Builder, architect, writer

This biography, written by Greg Bowron, was first published in the Dictionary of New Zealand Biography in 2000.

Cedric Harold Firth was born on 22 May 1908 in Auckland, the son of Jane Elizabeth Marie Cartmill and her husband, Wesley Hugh Bourne Firth, a building and general contractor. His father was a great influence on him, and after attending Auckland Grammar School Cedric was apprenticed as a builder. He trained as an architect at Auckland University College, and afterwards (1931–32) travelled to Europe, visiting new housing schemes built during the depression.

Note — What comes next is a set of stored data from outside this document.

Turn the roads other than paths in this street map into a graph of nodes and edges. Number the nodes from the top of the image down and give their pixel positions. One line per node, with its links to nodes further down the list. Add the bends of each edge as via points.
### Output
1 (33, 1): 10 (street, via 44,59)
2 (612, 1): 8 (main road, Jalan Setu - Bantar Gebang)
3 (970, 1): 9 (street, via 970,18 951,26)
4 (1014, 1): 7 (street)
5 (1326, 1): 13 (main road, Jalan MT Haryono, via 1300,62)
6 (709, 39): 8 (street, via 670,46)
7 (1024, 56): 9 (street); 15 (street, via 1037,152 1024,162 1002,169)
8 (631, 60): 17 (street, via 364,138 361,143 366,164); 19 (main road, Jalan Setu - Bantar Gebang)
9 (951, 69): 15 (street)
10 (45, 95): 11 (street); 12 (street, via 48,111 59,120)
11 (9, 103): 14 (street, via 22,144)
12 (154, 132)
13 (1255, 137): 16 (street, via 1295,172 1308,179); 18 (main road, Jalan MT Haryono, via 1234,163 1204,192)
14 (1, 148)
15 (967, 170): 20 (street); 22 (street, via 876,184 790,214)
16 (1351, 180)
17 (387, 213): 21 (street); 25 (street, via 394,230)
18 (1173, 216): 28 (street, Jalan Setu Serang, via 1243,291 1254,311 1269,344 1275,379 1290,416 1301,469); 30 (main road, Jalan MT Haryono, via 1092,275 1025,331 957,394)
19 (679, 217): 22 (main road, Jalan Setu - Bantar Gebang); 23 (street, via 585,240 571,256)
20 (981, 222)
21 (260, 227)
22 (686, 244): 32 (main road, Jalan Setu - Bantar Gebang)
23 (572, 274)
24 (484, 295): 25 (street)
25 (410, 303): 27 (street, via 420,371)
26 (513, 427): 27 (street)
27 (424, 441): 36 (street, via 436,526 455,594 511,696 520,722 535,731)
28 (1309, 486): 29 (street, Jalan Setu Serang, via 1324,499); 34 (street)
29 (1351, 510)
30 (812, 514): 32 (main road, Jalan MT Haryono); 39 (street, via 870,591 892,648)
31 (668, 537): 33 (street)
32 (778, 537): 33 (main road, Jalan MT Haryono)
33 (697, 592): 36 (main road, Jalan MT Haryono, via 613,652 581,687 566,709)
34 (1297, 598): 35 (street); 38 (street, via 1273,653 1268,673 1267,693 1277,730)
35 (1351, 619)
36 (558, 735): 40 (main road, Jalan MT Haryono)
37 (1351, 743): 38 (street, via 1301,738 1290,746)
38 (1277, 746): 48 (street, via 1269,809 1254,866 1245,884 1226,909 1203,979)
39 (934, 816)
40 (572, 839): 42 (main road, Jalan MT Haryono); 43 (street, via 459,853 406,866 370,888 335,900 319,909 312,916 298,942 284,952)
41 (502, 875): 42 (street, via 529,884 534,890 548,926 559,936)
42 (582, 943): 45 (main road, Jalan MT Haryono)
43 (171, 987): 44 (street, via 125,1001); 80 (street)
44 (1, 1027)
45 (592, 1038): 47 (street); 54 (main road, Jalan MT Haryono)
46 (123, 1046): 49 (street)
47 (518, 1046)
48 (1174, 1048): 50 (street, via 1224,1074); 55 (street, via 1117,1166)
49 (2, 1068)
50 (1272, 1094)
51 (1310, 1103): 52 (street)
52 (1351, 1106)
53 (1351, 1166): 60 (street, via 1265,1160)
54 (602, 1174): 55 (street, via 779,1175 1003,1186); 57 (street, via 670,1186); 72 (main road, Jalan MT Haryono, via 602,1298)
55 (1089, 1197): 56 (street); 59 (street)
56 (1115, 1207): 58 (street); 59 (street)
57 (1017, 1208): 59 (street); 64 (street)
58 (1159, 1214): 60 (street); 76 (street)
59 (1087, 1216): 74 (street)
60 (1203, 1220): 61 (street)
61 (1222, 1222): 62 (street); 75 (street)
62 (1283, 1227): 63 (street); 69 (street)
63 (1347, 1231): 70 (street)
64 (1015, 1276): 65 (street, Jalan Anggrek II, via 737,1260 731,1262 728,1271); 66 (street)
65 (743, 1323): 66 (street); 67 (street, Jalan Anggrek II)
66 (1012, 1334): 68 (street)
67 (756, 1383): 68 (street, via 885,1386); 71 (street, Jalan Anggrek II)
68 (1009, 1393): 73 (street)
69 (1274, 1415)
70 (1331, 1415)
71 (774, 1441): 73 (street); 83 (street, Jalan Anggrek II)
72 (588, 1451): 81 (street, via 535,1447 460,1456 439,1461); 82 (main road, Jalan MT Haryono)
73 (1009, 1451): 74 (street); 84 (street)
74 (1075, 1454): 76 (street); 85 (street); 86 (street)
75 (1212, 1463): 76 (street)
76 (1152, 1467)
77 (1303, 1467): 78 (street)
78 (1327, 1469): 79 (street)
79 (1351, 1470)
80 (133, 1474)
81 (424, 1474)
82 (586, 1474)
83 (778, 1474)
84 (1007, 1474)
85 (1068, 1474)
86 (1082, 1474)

On his return to New Zealand Firth settled in Wellington. Here he married Olive Dalgliesh Harkness (affectionately known as Bob) on 7 January 1938. During his early years in Wellington he gained recognition as a writer and contributed frequently to the Standard and to the left-wing journal Tomorrow. In 1936, in response to the 1935 Housing Survey Act, Firth produced a series of articles for Tomorrow on the problems of working-class housing. This commentary anticipated the formation of the Department of Housing Construction and called for a European-style social housing system, characterised by low-cost, good-quality buildings, with state involvement in a national scheme. Firth’s strong interest in social housing led him in 1939 to join the newly formed department which, in turn, provided him with the opportunity to advance his ideas on social housing and town planning.

Firth maintained an active interest in writing. His 1948 article on New Zealand architecture for Studio magazine highlighted current issues in local building design. He produced the promotional material for the State Advances Corporation of New Zealand housing display at the New Zealand Centennial Exhibition of 1939–40. The international interest generated from this exhibition and the government’s housing scheme led to his publication in 1949 of State housing in New Zealand .

Firth was greatly influenced by the Department of Housing Construction, and his book represented the department’s views as well as his own. In 1941 he was able to put these philosophies into practice when he built his own house in Vera Street, Karori. A year later Firth produced a more refined design for his next-door neighbour, Arthur Ward, who was later general manager of the New Zealand Dairy Board. Ward’s house was photographed for the 1946 Year Book of the Arts in New Zealand .

Firth had formed a loose working arrangement with immigrant architect Ernst Plischke, a fellow Housing Construction Department employee, and by 1944 they were seeking private commissions together. However, it was not until 1948, after Firth secured the commission for the New Zealand Dairy and New Zealand Meat Producers’ boards’ head office, that Plischke and Firth formally established a practice. In the meantime, Firth accepted a position in New York with the United Nations in 1947 as a social affairs officer to deal with housing and town-planning, and he worked on large-scale housing schemes for Brazil and Africa. During this time he gained accreditation in the United States as an architect and planner. He then worked briefly in London, with well-known British architect Basil Spence, and registered with the Royal Institute of British Architects before the design work on Massey House forced his return to New Zealand in 1952.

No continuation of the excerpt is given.